Compositional data: the sample space and its structure
TEST, 2019
The log-ratio approach to compositional data (CoDa) analysis has now entered a mature phase. The principles and statistical tools introduced by J. Aitchison in the eighties have proven successful in solving a number of applied problems. The algebraic-geometric structure of the sample space, tailored to those principles, was developed at the beginning of the millennium. Two main ideas completed the J. Aitchison's seminal work: the conception of compositions as equivalence classes of proportional vectors, and their representation in the simplex endowed with an interpretable Euclidean structure.

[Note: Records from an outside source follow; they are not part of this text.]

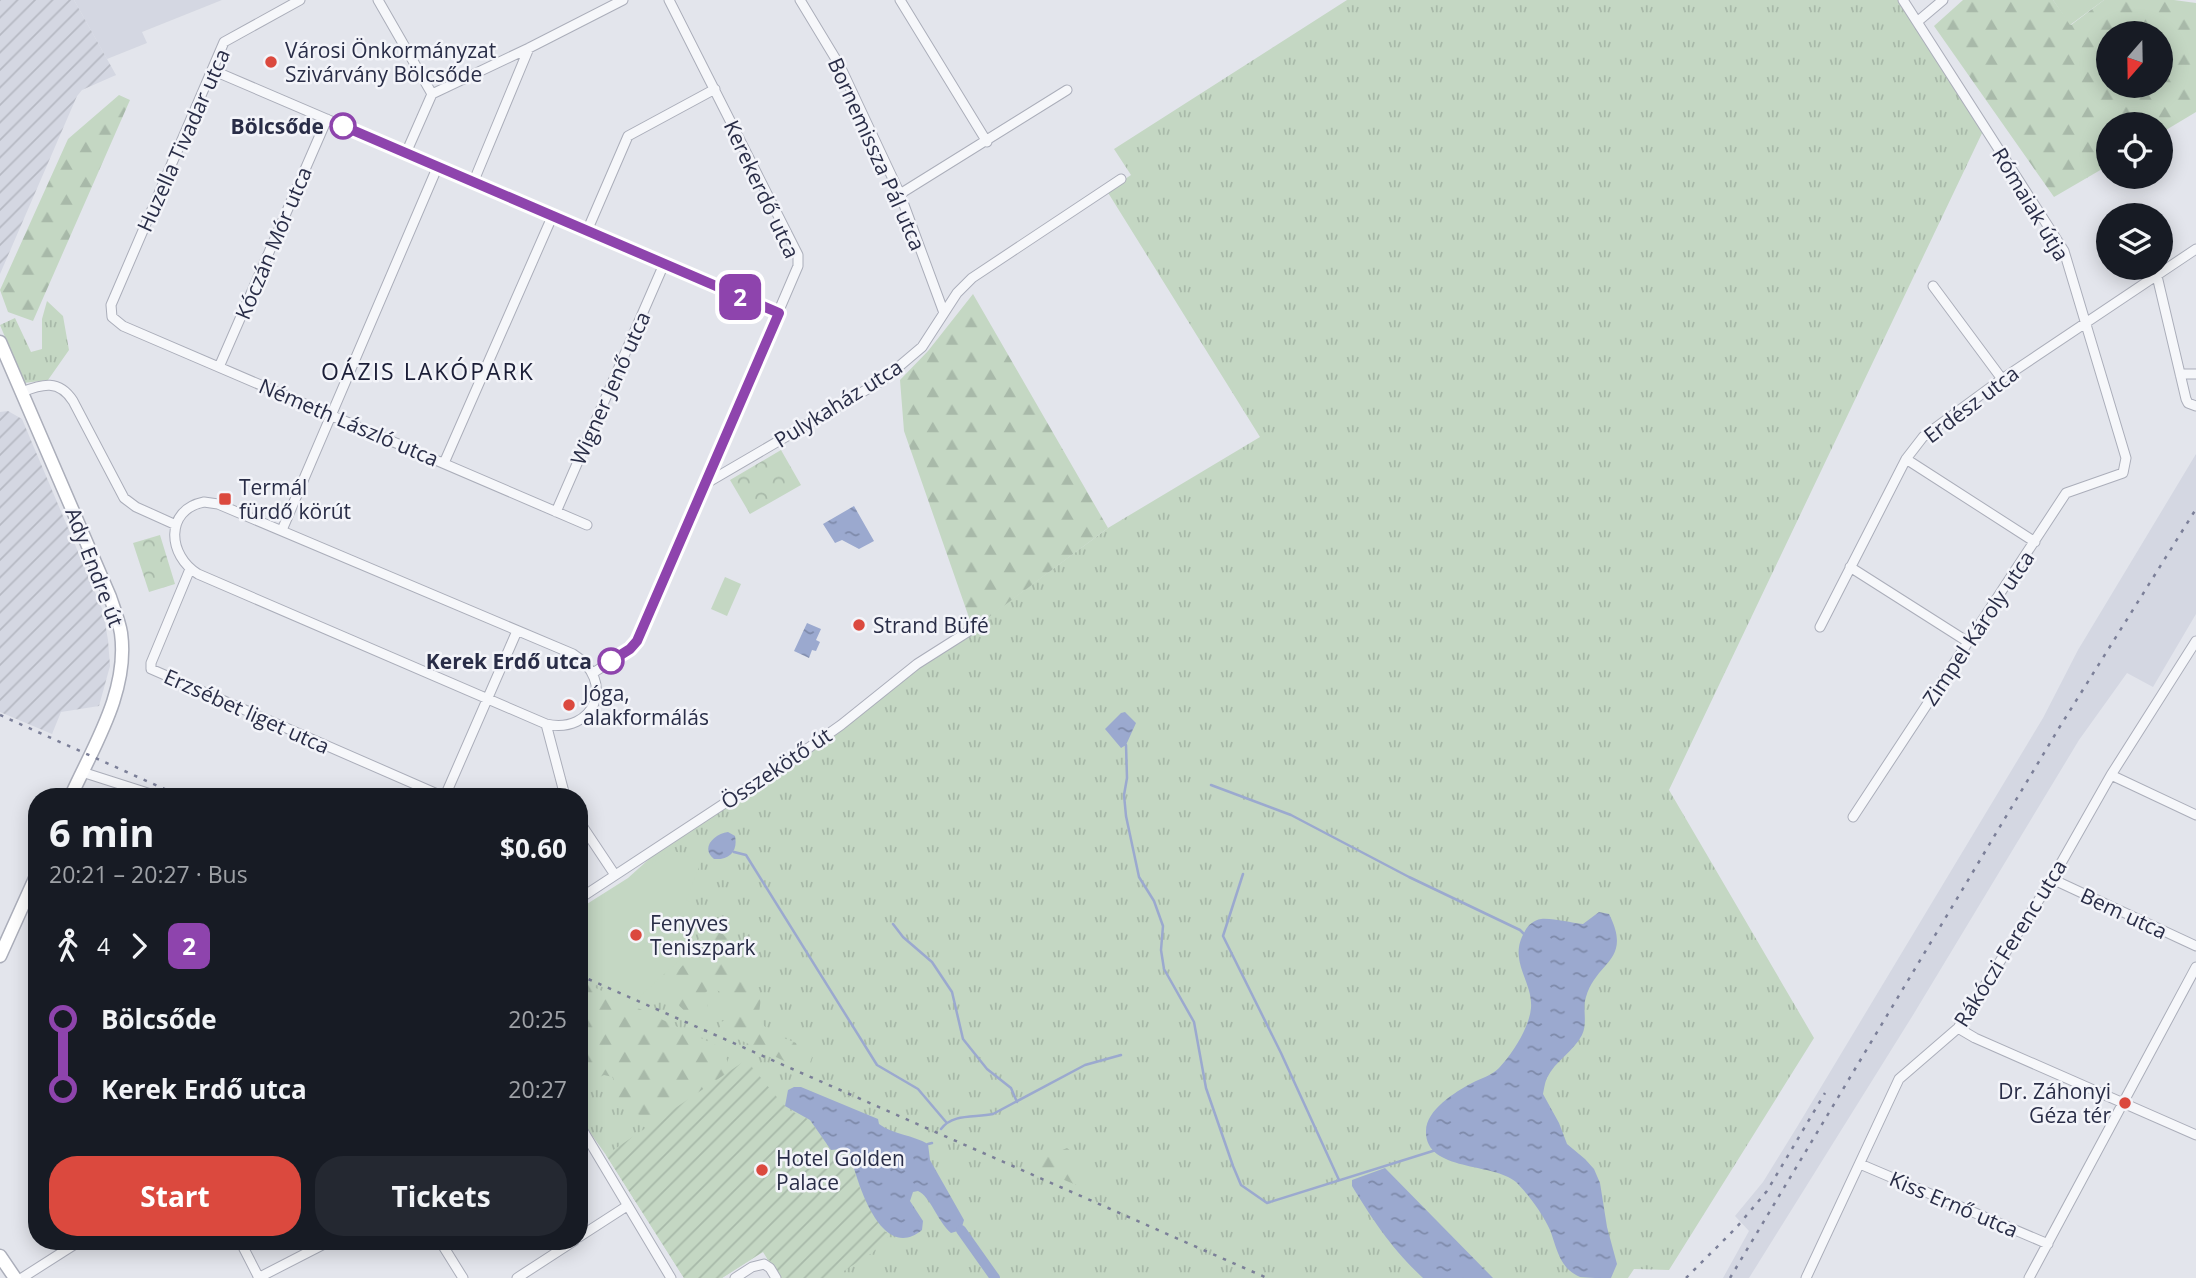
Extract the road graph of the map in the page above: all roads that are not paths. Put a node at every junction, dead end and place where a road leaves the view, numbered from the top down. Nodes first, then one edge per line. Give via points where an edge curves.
1 (300, 0) edge
2 (378, 0) edge
3 (623, 0) edge
4 (669, 0) edge
5 (800, 0) edge
6 (900, 0) edge
7 (1903, 0) edge
8 (1944, 0) edge
9 (1917, 22) junction
10 (529, 48) junction
11 (212, 70) junction
12 (715, 89) junction
13 (1067, 90) dead end
14 (432, 94) junction
15 (327, 119) junction
16 (987, 142) junction
17 (406, 153) junction
18 (438, 168) junction
19 (1121, 179) dead end
20 (472, 183) junction
21 (900, 194) junction
22 (552, 217) junction
23 (587, 231) junction
24 (2196, 249) edge
25 (664, 264) junction
26 (2173, 265) edge
27 (2151, 280) edge
28 (2158, 280) edge
29 (1933, 286) dead end
30 (779, 313) junction
31 (944, 313) junction
32 (112, 317) joint
33 (2087, 322) junction
34 (0, 342) edge
35 (219, 367) junction
36 (2180, 374) junction
37 (2196, 374) edge
38 (2002, 379) junction
39 (22, 392) junction
40 (2196, 406) edge
41 (332, 415) junction
42 (1906, 459) junction
43 (444, 463) junction
44 (2124, 468) joint
45 (705, 484) junction
46 (556, 512) junction
47 (176, 525) junction
48 (587, 525) dead end
49 (282, 530) junction
50 (2035, 542) junction
51 (1850, 567) junction
52 (190, 569) junction
53 (1820, 627) dead end
54 (517, 631) junction
55 (969, 631) dead end
56 (2196, 641) edge
57 (1968, 642) junction
58 (593, 673) junction
59 (488, 699) junction
60 (546, 724) junction
61 (82, 772) junction
62 (2111, 775) junction
63 (75, 788) edge
64 (132, 788) edge
65 (426, 788) edge
66 (448, 788) edge
67 (563, 788) edge
68 (2196, 815) edge
69 (1853, 817) dead end
70 (588, 834) edge
71 (615, 875) junction
72 (2052, 880) junction
73 (588, 893) edge
74 (28, 894) edge
75 (2196, 946) edge
76 (0, 956) edge
77 (2195, 972) edge
78 (1958, 1028) junction
79 (2123, 1103) junction
80 (2196, 1135) edge
81 (588, 1140) edge
82 (1860, 1164) junction
83 (627, 1206) junction
84 (588, 1231) edge
85 (2048, 1244) junction
86 (64, 1250) edge
87 (245, 1250) edge
88 (313, 1250) edge
89 (446, 1250) edge
90 (560, 1250) edge
91 (0, 1256) edge
92 (16, 1277) edge
93 (259, 1278) edge
94 (463, 1278) edge
95 (517, 1278) edge
96 (671, 1278) edge
97 (735, 1278) edge
98 (776, 1278) edge
99 (1806, 1278) edge
100 (2029, 1278) edge

1 - 11 street, Huzella Tivadar utca via 224,42
2 - 14 street
3 - 10 street
4 - 12 street, Kerekerdő utca
5 - 21 street, Bornemissza Pál utca via 840,66
6 - 16 street
7 - 9 street, Rómaiak útja
8 - 9 street
9 - 33 street, Rómaiak útja via 2064,251
10 - 14 street
10 - 20 street
11 - 15 street
11 - 32 street, Huzella Tivadar utca via 111,305
12 - 23 street via 628,136
12 - 30 street, Kerekerdő utca via 797,255 794,279
13 - 16 street
14 - 17 street
15 - 17 street
15 - 35 street, Kóczán Mór utca
16 - 21 street
17 - 18 street
18 - 20 street
18 - 41 street
19 - 31 street, Pulykaház utca via 972,278
20 - 22 street
21 - 31 street, Bornemissza Pál utca
22 - 23 street
22 - 43 street
23 - 25 street
24 - 26 street, Erdész utca
25 - 30 street
25 - 46 street, Wigner Jenő utca
27 - 33 street, Erdész utca
28 - 36 street
29 - 38 street
30 - 45 street, Kerekerdő utca
31 - 45 street, Pulykaház utca via 922,347 883,380
32 - 35 street, Németh László utca
33 - 38 street, Erdész utca
33 - 44 street, Rómaiak útja via 2126,458
34 - 39 street, Ady Endre út
35 - 41 street, Németh László utca
36 - 37 street
36 - 40 street via 2186,399
38 - 42 street, Erdész utca via 1923,437
39 - 47 street via 44,384 64,389 124,498
39 - 61 street, Ady Endre út via 121,632 121,677
41 - 43 street, Németh László utca
41 - 49 street
42 - 50 street
42 - 51 street, Erdész utca
43 - 46 street, Németh László utca
44 - 50 street, Zimpel Károly utca via 2123,473 2066,493
45 - 58 street, Kerekerdő utca via 637,641
46 - 48 street, Németh László utca
47 - 49 street via 189,508 211,502
47 - 52 street via 176,549
49 - 54 street
50 - 57 street, Zimpel Károly utca
51 - 53 street, Erdész utca
51 - 57 street
52 - 59 street
52 - 65 street, Erzsébet liget utca via 151,669
54 - 58 street via 573,654
54 - 59 street
55 - 71 street, Összekötő út via 917,664 807,749
56 - 62 street, Rákóczi Ferenc utca
57 - 69 street, Zimpel Károly utca
58 - 60 street via 598,688 589,712 570,725
59 - 60 street
59 - 66 street
60 - 67 street
61 - 63 street, Ady Endre út
61 - 64 street
62 - 68 street
62 - 72 street, Rákóczi Ferenc utca
70 - 71 street
71 - 73 street, Összekötő út
72 - 75 street, Bem utca
72 - 78 street, Rákóczi Ferenc utca
74 - 76 street
77 - 79 street
78 - 79 street
78 - 82 street, Rákóczi Ferenc utca via 1899,1079
79 - 80 street
79 - 85 street
81 - 83 street
82 - 85 street, Kiss Ernő utca
82 - 99 street, Rákóczi Ferenc utca
83 - 84 street
83 - 96 street
85 - 100 street
86 - 92 street
87 - 93 street
88 - 93 street
89 - 94 street
90 - 95 street
91 - 92 street
97 - 98 street via 764,1264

These achievements allowed the representation of compositions in meaningful coordinates (preferably Cartesian), as well as orthogonal projections compatible with the Aitchison distance introduced two decades before. These ideas and concepts are reviewed up to the normal distribution on the simplex and the associated central limit theorem. Exploratory tools, specifically designed for CoDa, are also reviewed. To illustrate the adequacy and interpretability of the sample space structure, a new inequality index, based on the Aitchison norm, is proposed. Most concepts are illustrated with an example of mean household gross income per capita in Spain.